Developing a standardized system of exposure and intervention endpoints for isoflurane in preclinical stroke models

• Published in: Medical gas research Vol. 9; no. 1; pp. 46 - 51
• Main Authors: Hillman, Tyler C, Matei, Nathanael, Tang, Jiping, Zhang, John H
• Format: Journal Article
• Language: English
• Published: Australia Medknow Publications & Media Pvt. Ltd 01.01.2019; Wolters Kluwer - Medknow
• Subjects: Anesthesia; Animals; Apoptosis; Apoptosis - drug effects; Blood-Brain Barrier - drug effects; Blood-Brain Barrier - metabolism; Brain research; Disease Models, Animal; Drug Evaluation, Preclinical; Experiments; Hemorrhage; Hypoxia; Infarction, Middle Cerebral Artery - drug therapy; Infarction, Middle Cerebral Artery - pathology; Ischemia; Isoflurane - pharmacology; Isoflurane - therapeutic use; Neuroprotective Agents - pharmacology; Neuroprotective Agents - therapeutic use; Physiology; Review; Stroke - drug therapy; Stroke - pathology; Studies; Surgery; Time Factors; Vertebrae; exposure; preclinical; anesthetics; neuroprotection; pathophysiology; animal model; isoflurane; stroke; surgery
• ISSN: 2045-9912; 2045-9912
• DOI: 10.4103/2045-9912.254640

Isoflurane is a regularly used anesthetic in translational research.
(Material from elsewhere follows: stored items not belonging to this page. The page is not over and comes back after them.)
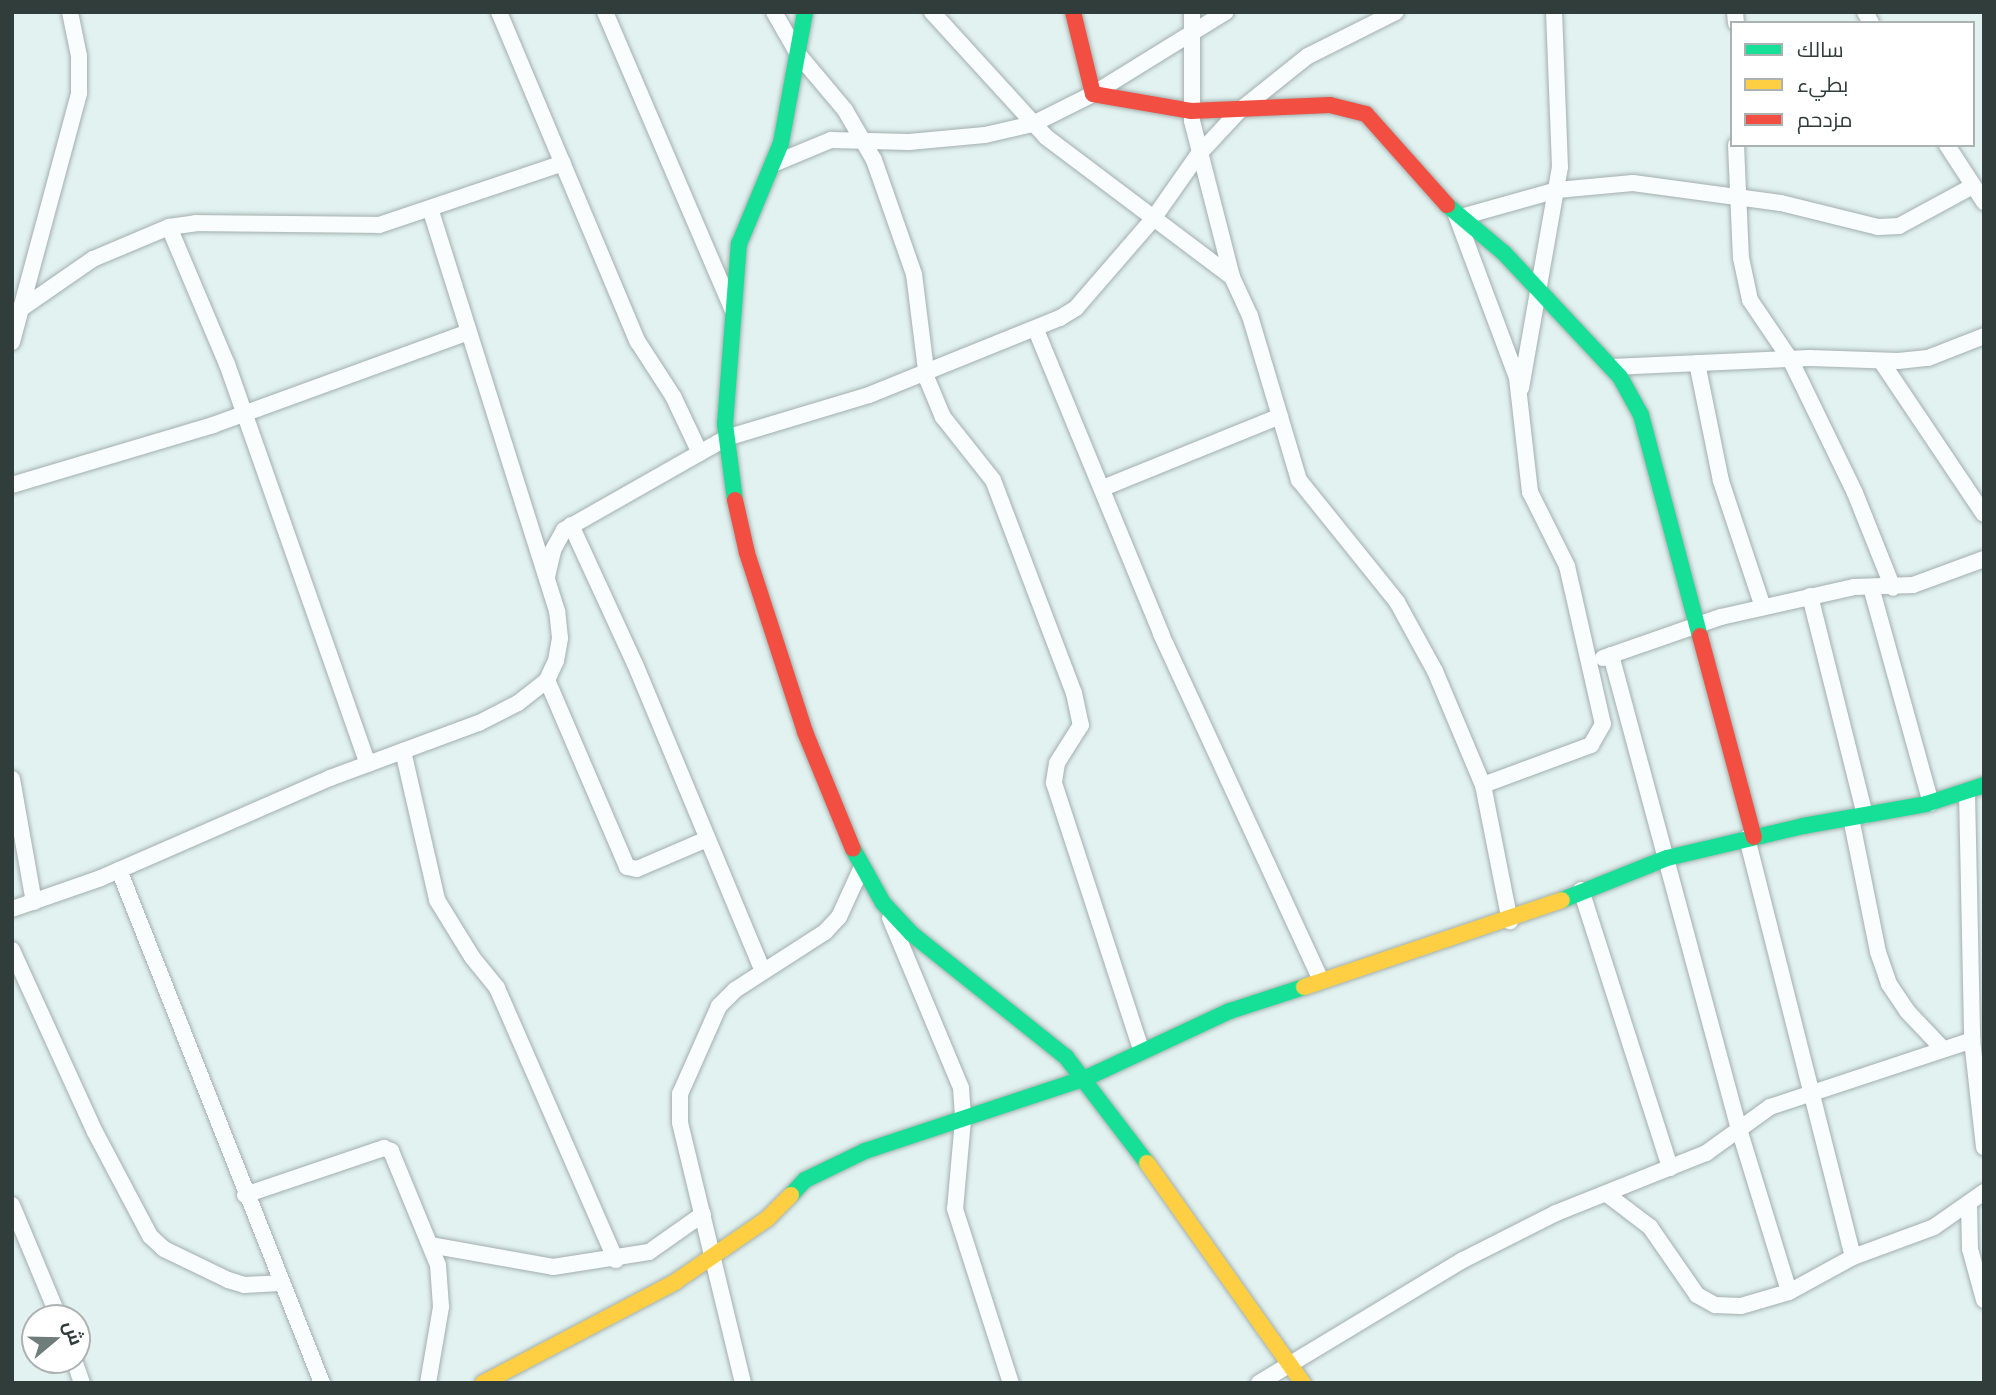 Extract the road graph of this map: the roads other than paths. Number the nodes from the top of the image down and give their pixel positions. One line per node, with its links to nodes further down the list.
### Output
1 (70, 12): 34 (street)
2 (499, 12): 22 (street)
3 (605, 12): 35 (street)
4 (774, 12): 13 (street)
5 (805, 12): 13 (street)
6 (932, 12): 17 (street)
7 (1073, 12): 14 (street)
8 (1192, 12): 12 (street)
9 (1226, 12): 12 (street)
10 (1396, 12): 16 (street)
11 (1554, 12): 25 (street)
12 (1191, 36): 14 (street); 15 (street)
13 (798, 54): 18 (street); 23 (street)
14 (1093, 94): 15 (street); 17 (street)
15 (1191, 111): 16 (street); 21 (street)
16 (1239, 111): 21 (street); 29 (street)
17 (1033, 124): 18 (street); 30 (street)
18 (864, 139): 23 (street); 44 (street)
19 (1736, 147): 26 (street)
20 (1948, 147): 24 (street)
21 (1198, 155): 30 (street); 32 (street)
22 (563, 163): 28 (street); 49 (street)
23 (773, 164): 35 (street)
24 (1973, 186): 26 (street); 27 (street)
25 (1557, 190): 26 (street); 29 (street); 33 (street)
26 (1737, 198): 40 (street)
27 (1984, 202)
28 (431, 211): 31 (street); 37 (street)
29 (1458, 213): 33 (street); 45 (street)
30 (1153, 219): 32 (street); 36 (street)
31 (169, 227): 34 (street); 46 (street)
32 (1232, 277): 47 (street)
33 (1541, 289): 43 (street); 45 (street)
34 (17, 313): 39 (street)
35 (734, 314): 48 (street)
36 (1036, 330): 44 (street); 51 (street)
37 (469, 332): 46 (street); 55 (street)
38 (1984, 336): 41 (street)
39 (12, 342)
40 (1790, 359): 41 (street); 42 (street); 57 (street)
41 (1881, 361): 52 (street)
42 (1697, 363): 43 (street); 59 (street)
43 (1612, 367): 60 (street)
44 (926, 373): 48 (street); 86 (street)
45 (1520, 394): 62 (street)
46 (245, 414): 50 (street); 65 (street)
47 (1280, 416): 51 (street); 67 (street)
48 (726, 438): 49 (street); 75 (street)
49 (700, 453): 53 (street)
50 (12, 485)
51 (1103, 488): 84 (street)
52 (1984, 514)
53 (571, 525): 55 (street); 73 (street)
54 (1984, 559): 57 (street)
55 (547, 579): 63 (street)
56 (1871, 587): 57 (street); 58 (street); 70 (street)
57 (1893, 588)
58 (1810, 596): 59 (street); 71 (street)
59 (1763, 607): 60 (street)
60 (1699, 625): 61 (street); 72 (street)
61 (1611, 656): 62 (street); 74 (street)
62 (1591, 662): 67 (street)
63 (547, 680): 64 (street); 73 (street)
64 (402, 751): 65 (street); 103 (street)
65 (368, 764): 76 (street)
66 (12, 779): 78 (street)
67 (1483, 785): 81 (street)
68 (1984, 785): 69 (street)
69 (1967, 792): 70 (street); 85 (street)
70 (1931, 803): 71 (street)
71 (1858, 816): 72 (street); 87 (street)
72 (1751, 837): 74 (street); 89 (street)
73 (707, 839): 83 (street)
74 (1667, 858): 77 (street); 91 (street)
75 (860, 869): 79 (street); 83 (street)
76 (119, 870): 78 (street); 95 (street)
77 (1581, 890): 81 (street); 93 (street)
78 (34, 902): 80 (street)
79 (883, 903): 88 (street); 90 (street)
80 (12, 909)
81 (1510, 921): 84 (street)
82 (12, 950): 104 (street)
83 (763, 971): 99 (street)
84 (1321, 980): 86 (street)
85 (1972, 1040): 87 (street); 92 (street)
86 (1142, 1049): 88 (street)
87 (1944, 1049): 89 (street)
88 (1086, 1078): 90 (street); 108 (street)
89 (1810, 1091): 91 (street); 102 (street)
90 (964, 1120): 101 (street); 113 (street)
91 (1739, 1129): 93 (street); 105 (street)
92 (1984, 1147)
93 (1670, 1168): 96 (street)
94 (1984, 1192): 97 (street)
95 (245, 1195): 100 (street); 104 (street)
96 (1608, 1195): 105 (street); 108 (street)
97 (1969, 1204): 102 (street); 106 (street)
98 (12, 1205): 107 (street)
99 (703, 1214): 101 (street); 103 (street)
100 (430, 1245): 103 (street); 110 (street)
101 (713, 1256): 111 (street); 112 (street)
102 (1853, 1257): 105 (street)
103 (616, 1260)
104 (280, 1283): 109 (street)
105 (1789, 1292)
106 (1984, 1300)
107 (53, 1304)
108 (1289, 1364): 114 (street); 115 (street)
109 (321, 1383)
110 (428, 1383)
111 (483, 1383)
112 (743, 1383)
113 (1010, 1383)
114 (1259, 1383)
115 (1303, 1383)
Isoflurane facilitates invasive surgery and a rapid recovery. Specifically, in the pathology of stroke, controversy has surrounded isoflurane's intrinsic neuroprotective abilities, affecting apoptosis, excitotoxicity, and blood brain barrier disruption. Due to the intrinsic neuroprotective nature and lack of standardized guidelines for the use of isoflurane, research has shifted away from this gas in most animal models. Antagonistically, studies have also reported that no neuroprotective effects are observed when a surgery is accompanied with isoflurane exposure under 20 minutes. Isoflurane affects the pathophysiology in stroke patients by altering critical pathways in endothelial, neuronal, and microglial cells. Current studies have elucidated isoflurane neuroprotection to be time dependent and may be minimized in experimental designs if the exposure time is limited to a specific window. Therefore, with detailed and extensive literature on anesthetics, we can hypothesize that isoflurane exposure under the 20-minute benchmark, behavior and molecular pathways can be evaluated at any time-point following ischemic insult without confounding artifacts from isoflurane; however, If the exposure to isoflurane exceeds 20 minutes, the acute neuroprotective effects are evident for 2 weeks in the model, which should be accounted for in molecular and behavioral assessments, with either isoflurane inhibitors or a control group at 2 weeks post middle cerebral artery occlusion. The purpose of this review is to suggest a detailed and standardized outline for interventions and behavioral assessments after the use of isoflurane in experimental designs.